By Flor Sanchez
DAVIS– During the City Council meeting on Monday, May 24, 2021, Finance Director Elena Adair and City Manager Mike Webb discussed the proposed budget for Fiscal Years 2021-2022 and 2022-2023.
The proposal budget is a draft that will be under council consideration, this document will be open to revisions as the proposed date of adoption will be June 22, 2021.
In an introductory message, Webb stated in regards to the proposed budget that it “looks a bit different than the budgets we’ve seen in years past, it’s with an eye towards providing greater transparency in how funds have been spent or proposed to be spent in the next two year period…”
Topics discussed include Citywide Look (revenue and expenditures), Funding Requests, Organizational Changes, General Fund and the Capital Improvement Program.
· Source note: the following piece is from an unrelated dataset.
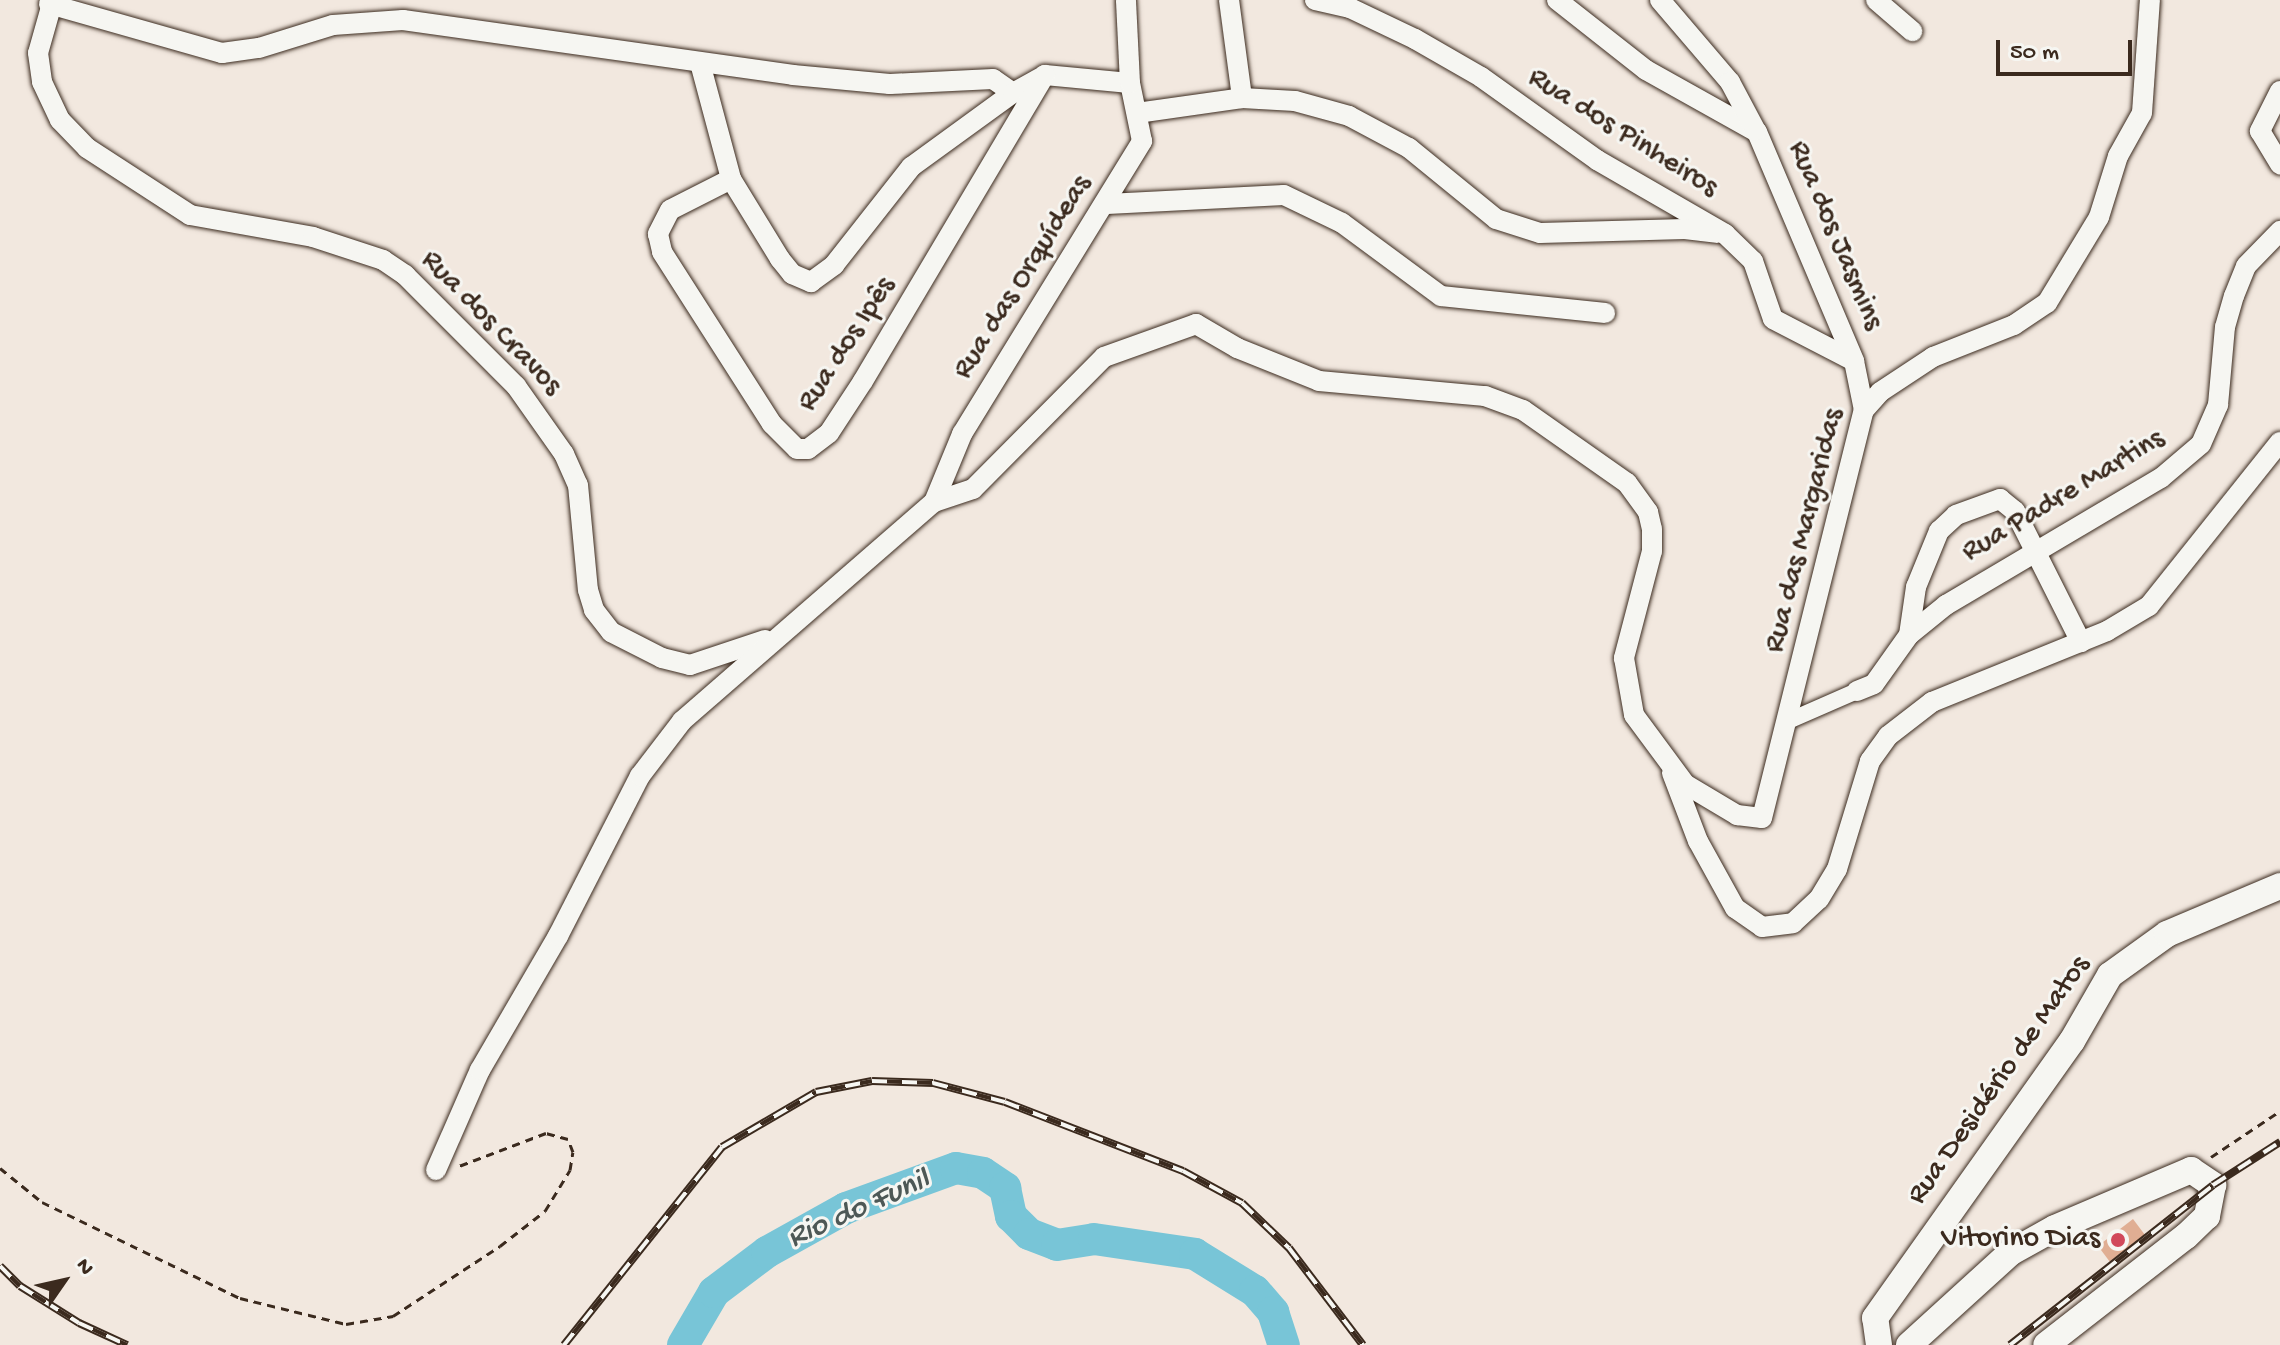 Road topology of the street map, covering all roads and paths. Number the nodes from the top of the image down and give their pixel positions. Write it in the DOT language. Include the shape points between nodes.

The total estimated revenues for Fiscal Year (FY) 2021-2022 is $199,095,210. According to Adair, the top three sources are fees and charges for services (e.g. water, sewers) with 34.5 percent, intergovernmental revenues (e.g. grants) 13.1 percent and property tax with 12.5 percent.
The total estimated expenditures for FY 2021-2022 is $214,734,434. Public Work (PW) Utilities & Operations account for 37 percent and PW Engineer & Transportation account for 15 percent.
After looking at these numbers, Adair addressed a notable observation: Why are there more expenditures than revenues?
Adair responded stating, “One would ask, are we overspending? Not really, a lot of the time what happens is we collect a number of revenues over a period of years and once we have sufficient resources in place we’ll spend the funds.”
As the budget discussion progressed, New Funding Requests were outlined by the department.
For the Police Department, new funding requests include: professional services for RIPA (The Racial and Identity Profiling Act), transparency dashboard improvements and enhanced education and public safety analyst/management analyst to review public safety data. This would amount to an estimated $135,000 for FY 2021-2022.
The Fire Department includes tools, radios, PPE, training, overtime and part-time staffing, plan review services and ladder truck equipment. The total estimated amount for FY 2021-2022 is $1,029,000.
The Community Development and Sustainability includes North Davis upland habitat area, downtown parking structure and full funding for sustainability coordinator—with an estimated $168,000. Overall, this department estimates $1,246,500 for the FY 2021-2022.
Other departments include public works engineering & transportation, public works utilities and operations, parks and communities services, city manager’s office, finance, humans resources and information system
Regarding organizational changes, the two key areas are the Urban Forestry Program (“Moved from Parks and Community Services to PW Utilities & Operations” (Proposed Budget)) and reimagining public safety (“Moved the homeless outreach team from Police Department to City Manager’s Office” and “Working with Council Subcommittee on other organizational changes” (Proposed Budget)).
As for the General Fund Summary Adair stated, “We are including $2.3 million one time funding from American Rescue Act and so that is certainly assisting us to get our fund balance and reserves to a higher level…we expect that ending fund balance will be at about 13.4 percent in fiscal year 2021-2022.”
According to the Proposed Budget, the General Fund Revenue for Fiscal Year 2021-2022 would be $71,633,994 and for FY 2022-2023, it would be $70,842,300.
In regards to the FY 2021-2023 Capital Improvement Program, Adair said, “We expect that, over a period of two years, we will be committing $54.2 million in capital funding…”
Some of the 2021-2023 Capital Improvement Projects include the Transportation Infrastructure Rehabilitation with $11,691,000 and Anderson Road Improvements accounting for $4,154,300—transportation accounts for 43 percent of the funds.
The Davis public had some input regarding the budget proposal. Several calls from public commenters emphasized the same point: Ponteverde and Tulip Crossing Project should not be postponed to the 2022-2023 fiscal year but should rather be included in this year’s budget.
Many commenters, including a 12 year old, have expressed their concern and urgency to have this project completed as soon as possible.
Public commenter Julie Stark stated, regarding the project, “We need it now. We have…between 30-40 kids that cross Tulip every single day to go to Koramatsu—to go to Harper…it is a very very dangerous street…it is absolutely impossible to see the lines in the road, you just can’t see it, we need something that’s visible.”
Stark reiterated, “We just need a flashing sign, that’s all we ask for…we don’t need the fancy sidewalk, we don’t need the trail moved or anything, we just need the crosswalk to be more visible.”
The budget proposal topic wrapped up with the next steps toward adopting the proposed budget. On June 1, 2021, City Council will have a budget workshop.
Flor Sanchez is a third-year student at UC Davis, currently double majoring in Communications and Managerial Economics. She is from Patterson, CA and enjoys traveling.